What is often overlooked is that we also need to accept Christ as Lord. Being a blood-bought child of God means we give up the right to ourselves (1 Corinthians 6:20). This is the point where sanctification begins, and this moment-by-moment dying to self continues as long as we live in our earthly bodies (Matthew 16:24).

The Spirit’s regeneration sets off an alert system that lets us know things have changed. Sinful behaviors that we once found comfortable no longer are. The old way of life grows rather—old (2 Corinthians 5:17).

Being a Christian is difficult because we must now confront our lives from a different worldview that comes with a new set of values—God’s values. We are immersed in a world system that trumpets its ideals and slanders anyone who demurs. Before we are saved, we accept what the world says without even thinking about it. We don’t know anything else. After we are saved, our eyes are opened to the truth, and we can perceive the lies of the world. Fighting against those lies can be difficult.
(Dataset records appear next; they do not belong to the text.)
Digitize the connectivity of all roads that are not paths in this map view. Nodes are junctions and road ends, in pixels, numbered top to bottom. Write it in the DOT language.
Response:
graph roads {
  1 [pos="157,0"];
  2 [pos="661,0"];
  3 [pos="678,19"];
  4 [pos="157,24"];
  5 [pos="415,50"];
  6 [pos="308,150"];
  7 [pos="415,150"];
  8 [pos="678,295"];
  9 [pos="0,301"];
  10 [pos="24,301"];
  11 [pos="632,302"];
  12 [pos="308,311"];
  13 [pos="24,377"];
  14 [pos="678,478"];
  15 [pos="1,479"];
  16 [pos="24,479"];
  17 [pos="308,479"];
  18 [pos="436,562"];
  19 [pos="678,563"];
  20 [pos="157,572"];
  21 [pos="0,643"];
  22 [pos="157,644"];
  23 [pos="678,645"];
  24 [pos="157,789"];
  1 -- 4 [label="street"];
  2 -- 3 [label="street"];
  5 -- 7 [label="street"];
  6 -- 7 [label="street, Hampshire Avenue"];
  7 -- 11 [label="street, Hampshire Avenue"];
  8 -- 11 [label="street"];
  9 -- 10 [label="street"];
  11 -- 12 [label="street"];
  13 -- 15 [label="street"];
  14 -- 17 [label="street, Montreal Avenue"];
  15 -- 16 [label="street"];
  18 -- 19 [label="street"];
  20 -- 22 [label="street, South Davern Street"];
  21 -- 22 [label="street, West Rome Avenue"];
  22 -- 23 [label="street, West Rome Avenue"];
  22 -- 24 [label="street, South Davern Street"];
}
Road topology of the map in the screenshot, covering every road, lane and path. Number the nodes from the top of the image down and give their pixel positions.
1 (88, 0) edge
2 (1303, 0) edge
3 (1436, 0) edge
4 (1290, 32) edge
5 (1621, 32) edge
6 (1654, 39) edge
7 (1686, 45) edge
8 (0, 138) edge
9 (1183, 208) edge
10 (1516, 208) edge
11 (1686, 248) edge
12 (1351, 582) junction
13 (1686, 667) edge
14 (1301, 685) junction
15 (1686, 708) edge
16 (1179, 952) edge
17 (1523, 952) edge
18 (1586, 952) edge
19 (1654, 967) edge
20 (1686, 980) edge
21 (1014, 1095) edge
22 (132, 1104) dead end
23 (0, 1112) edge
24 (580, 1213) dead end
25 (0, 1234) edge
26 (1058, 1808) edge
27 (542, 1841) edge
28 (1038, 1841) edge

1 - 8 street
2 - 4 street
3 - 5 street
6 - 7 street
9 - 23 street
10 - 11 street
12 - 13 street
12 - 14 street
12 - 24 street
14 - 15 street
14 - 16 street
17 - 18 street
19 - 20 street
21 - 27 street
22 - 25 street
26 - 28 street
Being a Christian is difficult because, once we are saved, we are suddenly swimming upstream, against the current of the world around us. Though our appetites will change, our sanctification can be a difficult process. Friends no longer understand us; our families question our new involvements and associations. Those we love often feel rejected, angry, and defensive. They don’t see why we can no longer continue in our old ways.

Being a Christian is difficult because it requires growth. God loves us too much to let us stay the same. Growth can be painful at times, and we usually don’t like to leave our comfort zone, but positive change is always rewarding. As we grow in Christ, we realize that God isn’t just desirous of our conforming to a set of rules. He wants all of us; He wants a crucified life, given totally to Him. We learn through obedience and trust to find rest in His guidance.

Being a Christian is difficult because we must constantly say “no” to our own fleshly desires and yield to the Spirit. We learn to handle conflict with grace, instead of through retaliation. We learn to forgive, rather than hold grudges. We learn to replace the vacillating emotions we once called love with true, unconditional love. We grow through the opportunity to die to ourselves daily, to become obedient.

Yes, being a Christian is difficult in many ways. But that’s only half the story. The difficulties believers face are not tackled alone. Every challenge is met through the power of Christ who lives within us (Philippians 4:13). The faithful follower of Christ is never completely overwhelmed (2 Corinthians 4:8–9).

There are definite, eternal rewards for following Christ (Luke 18:29–30). We learn by experience that God’s ways are better, safer, and more reliable than the world’s ways. Our trusting obedience to God becomes the pathway to a transformed and abundant life (John 10:10).